Thinking too much was a problem that plagued Roark throughout the first half of 2017. His season got off to a rocky start after pitching for Team USA in the World Baseball Classic, and his ERA snowballed to 5.27 by the All-Star break. He settled down and looked more like himself during the second half of the year, with a 3.90 ERA the rest of the way, but Roark still believes he got in his own head.

So, during the offseason Roark devised a plan to modify his windup. It lines up with the philosophy of pitching coach Derek Lilliquist, who has been stressing the importance of throwing strikes on the first pitch of a count and keeping it simple with his staff.

"I think it's about consistency, throwing strikes," manager Dave Martinez said. "We preach a lot about getting ahead of hitters and throwing strike one. ... I think there's less energy involved as well. They like it. It's working out well so far."

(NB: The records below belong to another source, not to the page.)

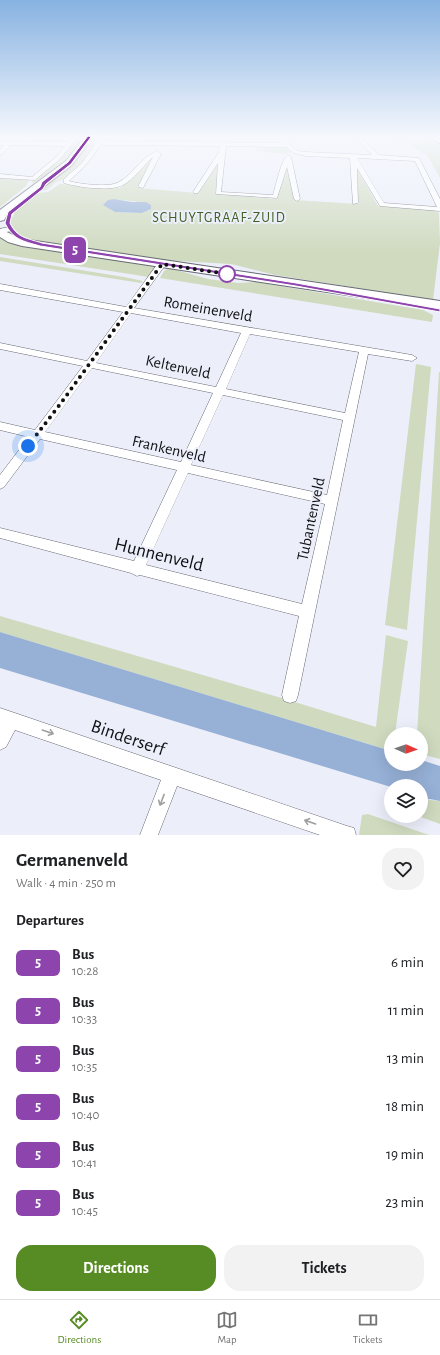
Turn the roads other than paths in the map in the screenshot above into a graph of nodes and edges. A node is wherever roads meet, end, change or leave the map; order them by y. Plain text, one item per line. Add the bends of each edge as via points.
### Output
1 (0, 176) edge
2 (37, 176) edge
3 (53, 176) edge
4 (71, 176) edge
5 (130, 176) edge
6 (147, 176) edge
7 (206, 176) edge
8 (220, 176) edge
9 (282, 176) edge
10 (292, 176) edge
11 (353, 176) edge
12 (364, 176) edge
13 (425, 176) edge
14 (44, 183) junction
15 (141, 187) dead end
16 (196, 192) dead end
17 (297, 200) dead end
18 (355, 202) dead end
19 (440, 207) edge
20 (0, 218) edge
21 (3, 230) edge
22 (162, 264) junction
23 (296, 284) junction
24 (0, 288) edge
25 (440, 305) edge
26 (128, 310) junction
27 (440, 310) edge
28 (247, 331) junction
29 (0, 346) edge
30 (364, 350) junction
31 (412, 358) dead end
32 (89, 365) junction
33 (219, 392) junction
34 (350, 418) junction
35 (0, 426) edge
36 (37, 434) junction
37 (183, 469) junction
38 (0, 484) edge
39 (332, 501) junction
40 (0, 533) edge
41 (137, 570) junction
42 (308, 612) junction
43 (290, 694) dead end
44 (5, 718) edge
45 (0, 741) edge
46 (172, 775) junction
47 (149, 835) edge
48 (347, 835) edge

1 - 2 street via 33,179
3 - 14 street
4 - 5 street via 66,182 107,186 117,186
6 - 15 street
7 - 16 street
8 - 9 street via 218,193 274,197
10 - 17 street
11 - 18 street
12 - 19 street via 382,205
13 - 19 street
14 - 20 street via 30,191
14 - 21 street via 42,188 10,214
21 - 22 street via 6,237 16,242
22 - 23 street
22 - 26 street
23 - 25 street
23 - 27 street
24 - 26 street, Romeinenveld
26 - 28 street, Romeinenveld
26 - 32 street
28 - 30 street, Romeinenveld
28 - 33 street
29 - 32 street, Keltenveld
30 - 31 street, Romeinenveld
30 - 34 street, Tubantenveld
32 - 33 street, Keltenveld
32 - 36 street
33 - 34 street, Keltenveld
33 - 37 street
34 - 39 street, Tubantenveld
35 - 36 street, Frankenveld
36 - 37 street, Frankenveld
36 - 38 street
37 - 39 street, Frankenveld
37 - 41 street
39 - 42 street, Tubantenveld
40 - 41 street, Hunnenveld
41 - 42 street, Hunnenveld
42 - 43 street, Tubantenveld
44 - 45 street
44 -> 46 street, Binderserf
46 -> 47 street, Binderserf
48 -> 46 street

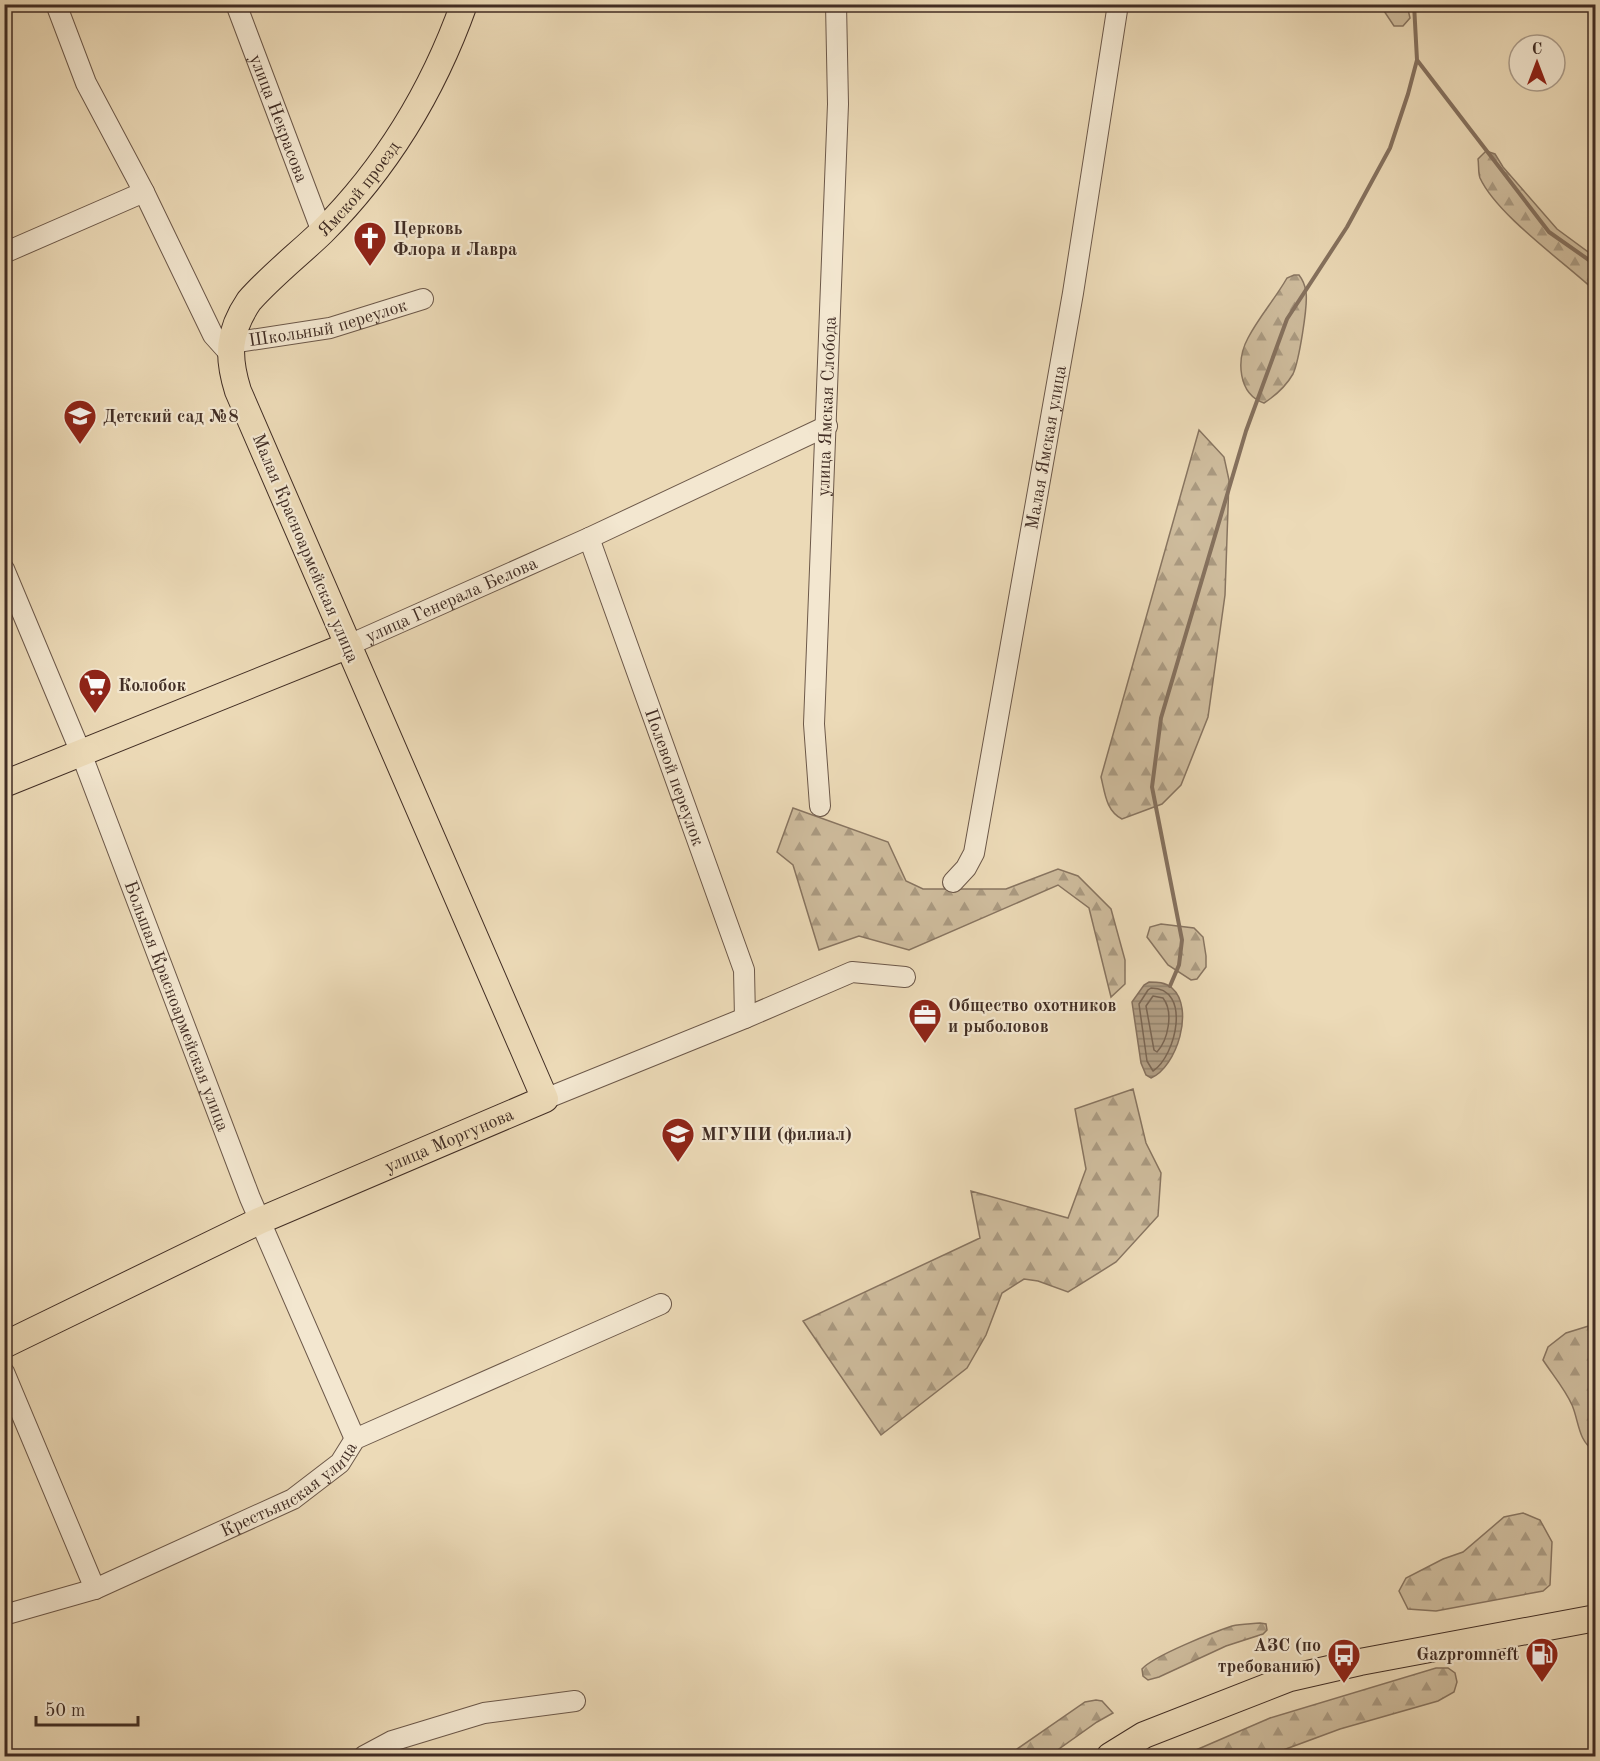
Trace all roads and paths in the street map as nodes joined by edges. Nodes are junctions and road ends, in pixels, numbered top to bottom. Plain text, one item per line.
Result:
1 (56, 4) edge
2 (236, 4) edge
3 (464, 4) edge
4 (836, 4) edge
5 (1118, 4) edge
6 (144, 192) junction
7 (322, 232) junction
8 (4, 253) edge
9 (423, 299) dead end
10 (231, 348) junction
11 (827, 426) junction
12 (589, 538) junction
13 (4, 569) edge
14 (349, 645) junction
15 (81, 753) junction
16 (4, 784) edge
17 (820, 806) dead end
18 (953, 882) dead end
19 (905, 977) dead end
20 (745, 1018) junction
21 (545, 1100) junction
22 (259, 1221) junction
23 (661, 1304) dead end
24 (4, 1345) edge
25 (4, 1372) edge
26 (355, 1439) junction
27 (95, 1589) junction
28 (4, 1615) edge
29 (1596, 1618) edge
30 (575, 1701) dead end
31 (364, 1756) edge
32 (1110, 1756) edge

1 - 6 street, Малая Красноармейская улица
2 - 7 street, улица Некрасова
3 - 7 main road, Ямской проезд
4 - 11 street, улица Ямская Слобода
5 - 18 street, Малая Ямская улица
6 - 8 street
6 - 10 street, Малая Красноармейская улица
7 - 10 main road, Ямской проезд
9 - 10 street, Школьный переулок
10 - 14 main road, Малая Красноармейская улица
11 - 12 street, улица Генерала Белова
11 - 17 street, улица Ямская Слобода
12 - 14 street, улица Генерала Белова
12 - 20 street, Полевой переулок
13 - 15 street, Большая Красноармейская улица
14 - 15 main road, улица Генерала Белова
14 - 21 main road, Малая Красноармейская улица
15 - 16 main road, улица Генерала Белова
15 - 22 street, Большая Красноармейская улица
19 - 20 street, улица Моргунова
20 - 21 street, улица Моргунова
21 - 22 main road, улица Моргунова
22 - 24 main road, улица Моргунова
22 - 26 street, Большая Красноармейская улица
23 - 26 street, Крестьянская улица
25 - 27 street
26 - 27 street, Крестьянская улица
27 - 28 street, Крестьянская улица
29 - 32 main road
30 - 31 street

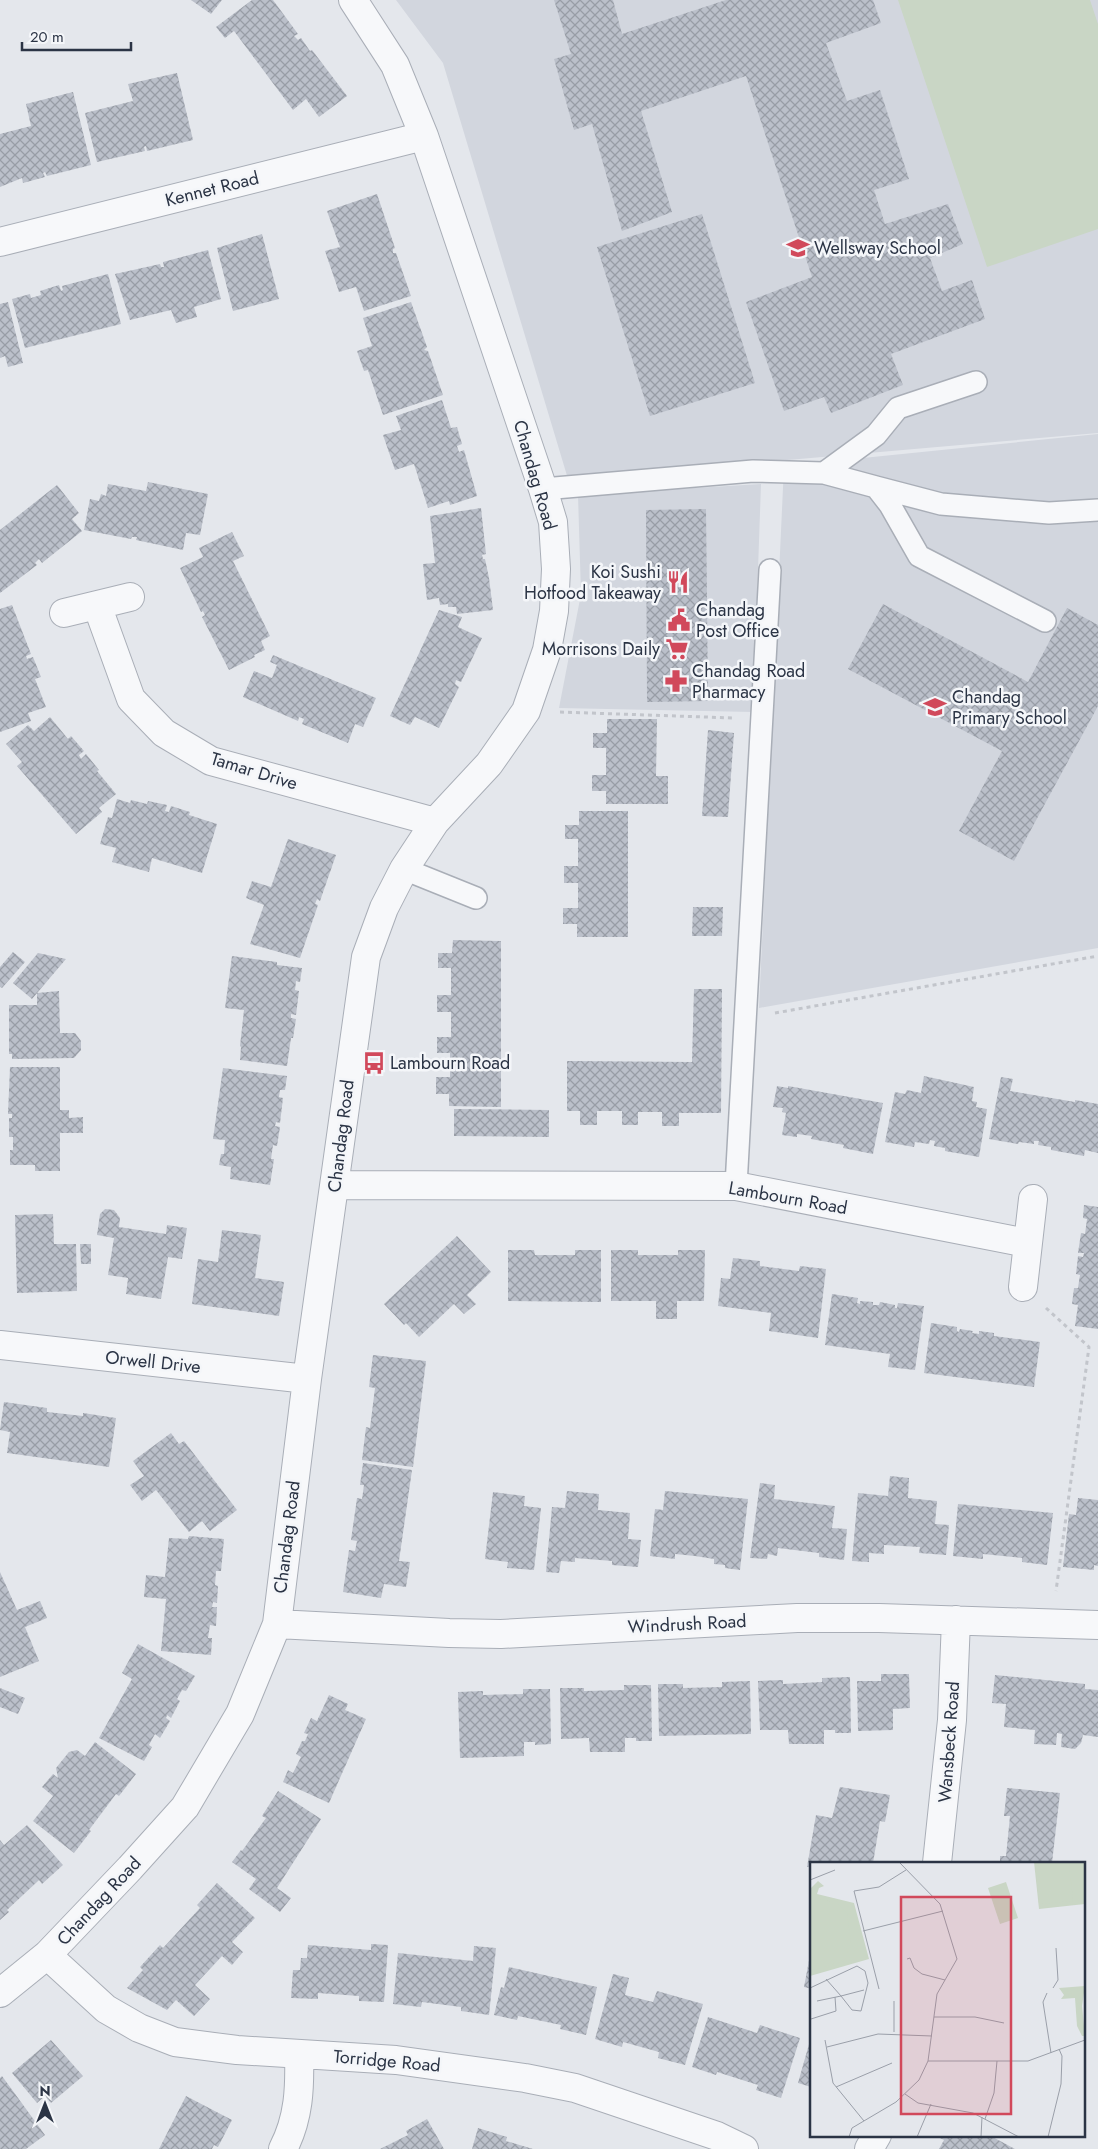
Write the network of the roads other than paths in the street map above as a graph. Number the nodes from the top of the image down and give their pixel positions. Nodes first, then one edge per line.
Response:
1 (353, 0) edge
2 (424, 136) junction
3 (0, 242) edge
4 (976, 382) dead end
5 (824, 473) junction
6 (876, 487) junction
7 (543, 489) junction
8 (1098, 510) edge
9 (770, 570) dead end
10 (130, 597) dead end
11 (97, 605) junction
12 (64, 613) dead end
13 (1045, 620) dead end
14 (436, 822) junction
15 (404, 869) junction
16 (476, 898) dead end
17 (335, 1185) junction
18 (736, 1186) junction
19 (1033, 1199) dead end
20 (1027, 1243) junction
21 (1023, 1287) road end
22 (0, 1345) edge
23 (307, 1379) junction
24 (956, 1620) junction
25 (277, 1624) junction
26 (1098, 1625) edge
27 (937, 1862) edge
28 (47, 1955) junction
29 (0, 1993) edge
30 (299, 2054) junction
31 (876, 2136) edge
32 (282, 2149) edge
33 (744, 2149) edge
34 (869, 2149) edge

1 - 2 street, Chandag Road
2 - 3 street, Kennet Road
2 - 7 street, Chandag Road
4 - 5 lane
5 - 6 lane
5 - 7 lane
6 - 8 lane
6 - 13 lane
7 - 14 street, Chandag Road
9 - 18 lane
10 - 11 street
11 - 12 street
11 - 14 street, Tamar Drive
14 - 15 street, Chandag Road
15 - 16 lane
15 - 17 street, Chandag Road
17 - 18 street, Lambourn Road
17 - 23 street, Chandag Road
18 - 20 street, Lambourn Road
19 - 20 street
20 - 21 street
22 - 23 street, Orwell Drive
23 - 25 street, Chandag Road
24 - 25 street, Windrush Road
24 - 26 street, Windrush Road
24 - 27 street, Wansbeck Road
25 - 28 street, Chandag Road
28 - 29 street, Chandag Road
28 - 30 street, Torridge Road
30 - 32 street
30 - 33 street, Torridge Road
31 - 34 street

The change has produced strong results this spring. Roark has yet to allow an earned run through eight innings and continues to feel stronger as Spring Training continues. Where at times he had the tendency to get off-balanced from his usual windup, this adjustment should help correct that. And, although he is still getting used to the new delivery, he has plans to continue using it for now.

"It feels simple -- what I want out of mechanics," he said. "You have a tendency to think too much sometimes. Sometimes if you get stuck in a rut or keep overthinking it just adds, adds, adds. So, simplifying mechanics, you can find easy fixes."